Procédure de destitution contre Macron : un geste symbolique

Le bureau de l’Assemblée nationale française a validé mardi 17 septembre une procédure de destitution visant le président Emmanuel Macron, initiée par le Nouveau Front populaire (NFP). Cette décision, qualifiée d' »événement inédit dans l’histoire de la Ve République » par Mathilde Panot, cheffe du groupe La France insoumise, marque une première étape dans un processus complexe et hautement improbable.

Le vote, passé à douze voix contre dix, reflète la majorité du NFP au sein du bureau. C’est la première fois qu’une telle procédure franchit cette étape sous la Ve République. Il y a dix ans, une proposition similaire contre François Hollande avait été rejetée dès ce stade.

Guillaume Tusseau, professeur de droit public à Sciences Po et spécialiste du droit constitutionnel, explique le fonctionnement de cette procédure : « C’est à l’initiative des parlementaires, soit de l’Assemblée, soit du Sénat. C’est une procédure purement politique, elle ne fait pas du tout intervenir de juge, de magistrat, ou de Cour de justice. »

La proposition doit maintenant être examinée par la Commission des Lois de l’Assemblée nationale dans un délai de 15 jours. Cependant, les chances que cette procédure aboutisse sont extrêmement minces. Tusseau souligne : « Il faut que les deux tiers de l’Assemblée soient pour. Il s’agit des deux tiers des membres, pas seulement ceux présents le jour du vote. On part donc sur la base des 577 députés qui constituent l’Assemblée nationale. C’est la majorité la plus forte qui soit exigée dans la Constitution. »

Le NFP justifie cette action en accusant le chef de l’État de mener un « coup de force anti-démocratique », notamment en raison de l’attente prolongée pour la formation d’un nouveau gouvernement. Cependant, la plupart des groupes à l’Assemblée, y compris certains au sein du NFP, s’opposent à cette démarche. Les socialistes ont déjà annoncé qu’ils ne voteraient pas en faveur du texte.

La présidente de l’Assemblée nationale, Yaël Braun-Pivet, a vivement critiqué cette initiative, estimant que la majorité de gauche au bureau « a fait le choix d’un détournement de la règle de droit » et que cela « conduit à un affaiblissement grave de nos institutions ».

Tusseau analyse les motivations potentielles derrière cette action : « C’est un acte de politique politicienne au sens très médiocre, parce que c’est juste faire de l’agitation, faire du buzz. Mais on peut aussi considérer que c’est un acte politique au sens plus noble et au sens symbolique. » Il ajoute que LFI estime que le président « n’a pas pris en compte le résultat des élections législatives et qu’il viole les devoirs d’un chef d’État dans un régime parlementaire ».
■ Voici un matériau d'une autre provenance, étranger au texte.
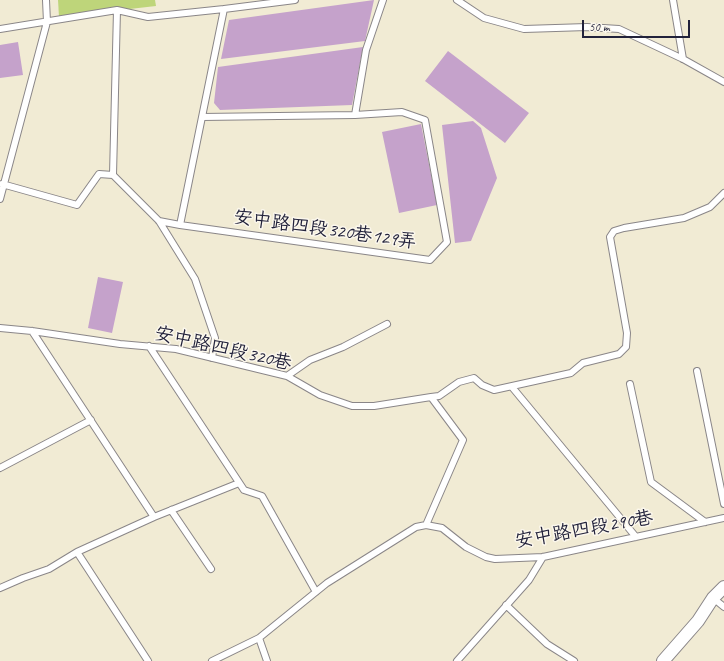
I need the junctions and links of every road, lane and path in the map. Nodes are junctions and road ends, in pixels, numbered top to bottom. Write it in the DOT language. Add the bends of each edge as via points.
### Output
graph roads {
  1 [pos="46,0"];
  2 [pos="294,0"];
  3 [pos="383,0"];
  4 [pos="456,0"];
  5 [pos="673,0"];
  6 [pos="224,9"];
  7 [pos="117,10"];
  8 [pos="47,22"];
  9 [pos="0,29"];
  10 [pos="683,59"];
  11 [pos="724,82"];
  12 [pos="355,115"];
  13 [pos="202,116"];
  14 [pos="113,175"];
  15 [pos="2,184"];
  16 [pos="724,193"];
  17 [pos="0,199"];
  18 [pos="159,221"];
  19 [pos="180,225"];
  20 [pos="387,324"];
  21 [pos="0,328"];
  22 [pos="32,331"];
  23 [pos="149,346"];
  24 [pos="212,358"];
  25 [pos="698,371"];
  26 [pos="287,376"];
  27 [pos="630,384"];
  28 [pos="512,386"];
  29 [pos="431,397"];
  30 [pos="91,420"];
  31 [pos="0,468"];
  32 [pos="239,483"];
  33 [pos="724,504"];
  34 [pos="171,510"];
  35 [pos="154,517"];
  36 [pos="724,518"];
  37 [pos="705,522"];
  38 [pos="426,525"];
  39 [pos="636,537"];
  40 [pos="77,552"];
  41 [pos="543,557"];
  42 [pos="211,569"];
  43 [pos="724,587"];
  44 [pos="0,588"];
  45 [pos="316,592"];
  46 [pos="713,598"];
  47 [pos="506,605"];
  48 [pos="724,607"];
  49 [pos="259,638"];
  50 [pos="148,661"];
  51 [pos="212,661"];
  52 [pos="267,661"];
  53 [pos="457,661"];
  54 [pos="574,661"];
  55 [pos="663,661"];
  1 -- 8 [label="lane"];
  2 -- 6 [label="lane"];
  3 -- 12 [label="lane" via="366,50"];
  4 -- 10 [label="lane" via="484,18 524,29 619,29"];
  5 -- 10 [label="lane"];
  6 -- 7 [label="lane" via="148,17"];
  6 -- 13 [label="lane"];
  7 -- 8 [label="lane"];
  7 -- 14 [label="lane"];
  8 -- 9 [label="lane"];
  8 -- 15 [label="lane"];
  10 -- 11 [label="lane"];
  12 -- 13 [label="lane, 安中路四段320巷129弄"];
  12 -- 19 [label="lane, 安中路四段320巷129弄" via="402,112 425,120 448,242 430,260"];
  13 -- 19 [label="lane"];
  14 -- 15 [label="lane" via="99,174 77,205"];
  14 -- 18 [label="lane"];
  15 -- 17 [label="lane"];
  16 -- 28 [label="lane" via="710,207 684,218 624,228 614,231 610,237 627,333 626,347 619,354 583,363 571,373"];
  18 -- 19 [label="lane, 安中路四段320巷129弄"];
  18 -- 24 [label="lane" via="195,279 215,338"];
  20 -- 26 [label="lane" via="343,347 310,360"];
  21 -- 22 [label="lane, 安中路四段320巷"];
  22 -- 23 [label="lane, 安中路四段320巷"];
  22 -- 30 [label="lane"];
  23 -- 24 [label="lane, 安中路四段320巷" via="176,349"];
  23 -- 32 [label="lane"];
  24 -- 26 [label="lane, 安中路四段320巷"];
  25 -- 33 [label="lane"];
  26 -- 29 [label="lane, 安中路四段320巷" via="320,395 352,406 374,406"];
  27 -- 37 [label="lane" via="651,482"];
  28 -- 29 [label="lane, 安中路四段320巷" via="494,390 474,378 459,382 439,396"];
  28 -- 39 [label="lane"];
  29 -- 38 [label="lane" via="463,440"];
  30 -- 31 [label="lane"];
  30 -- 35 [label="lane"];
  32 -- 34 [label="lane"];
  32 -- 45 [label="lane" via="244,490 262,496"];
  34 -- 35 [label="lane"];
  34 -- 42 [label="lane"];
  35 -- 40 [label="lane"];
  36 -- 37 [label="lane, 安中路四段290巷"];
  37 -- 39 [label="lane, 安中路四段290巷"];
  38 -- 41 [label="lane, 安中路四段290巷" via="442,528 466,547 495,560"];
  38 -- 45 [label="lane" via="416,527"];
  39 -- 41 [label="lane, 安中路四段290巷"];
  40 -- 44 [label="lane" via="49,569"];
  40 -- 50 [label="lane"];
  41 -- 47 [label="lane" via="529,580"];
  43 -- 46 [label="street"];
  45 -- 49 [label="lane"];
  46 -- 48 [label="lane"];
  46 -- 55 [label="street" via="698,621"];
  47 -- 53 [label="lane"];
  47 -- 54 [label="lane" via="548,644"];
  49 -- 51 [label="lane"];
  49 -- 52 [label="lane"];
}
Concernant l’impact sur la popularité de Macron, Tusseau estime qu’il sera probablement limité : « Ce sera le premier président contre qui une procédure de ce type-là a été engagée et de cette façon-là. Ça ne va pas renforcer sa popularité en disant à quel point il est maltraité par des partis comme LFI, mais ça ne va pas l’affaiblir non plus. »

Le processus de destitution en France diffère de l’impeachment aux États-Unis. Tusseau explique : « Aux États-Unis, la procédure est différente parce que les tâches des deux chambres ne sont pas les mêmes. La Chambre des représentants vote l’impeachment qui est la mise en accusation et le Sénat juge. » Il note que cette procédure a été utilisée contre Bill Clinton, Andrew Johnson et deux fois contre Donald Trump, mais qu’aucun président n’a été destitué en raison de la difficulté d’atteindre la majorité renforcée requise au Sénat.

En France, si la procédure franchissait l’étape de l’Assemblée nationale, elle devrait encore être approuvée par les deux tiers des sénateurs, avant que la Haute Cour de la République, composée de 11 députés et 11 sénateurs, ne se prononce. Ces obstacles rendent la destitution effective du président Macron extrêmement improbable.

Cette procédure, bien que historique dans son initiation, semble donc davantage relever d’une manœuvre politique que d’une réelle menace pour le mandat du président Macron. Elle soulève néanmoins des questions importantes sur le fonctionnement des institutions françaises et les limites du pouvoir présidentiel dans un contexte de tensions politiques accrues.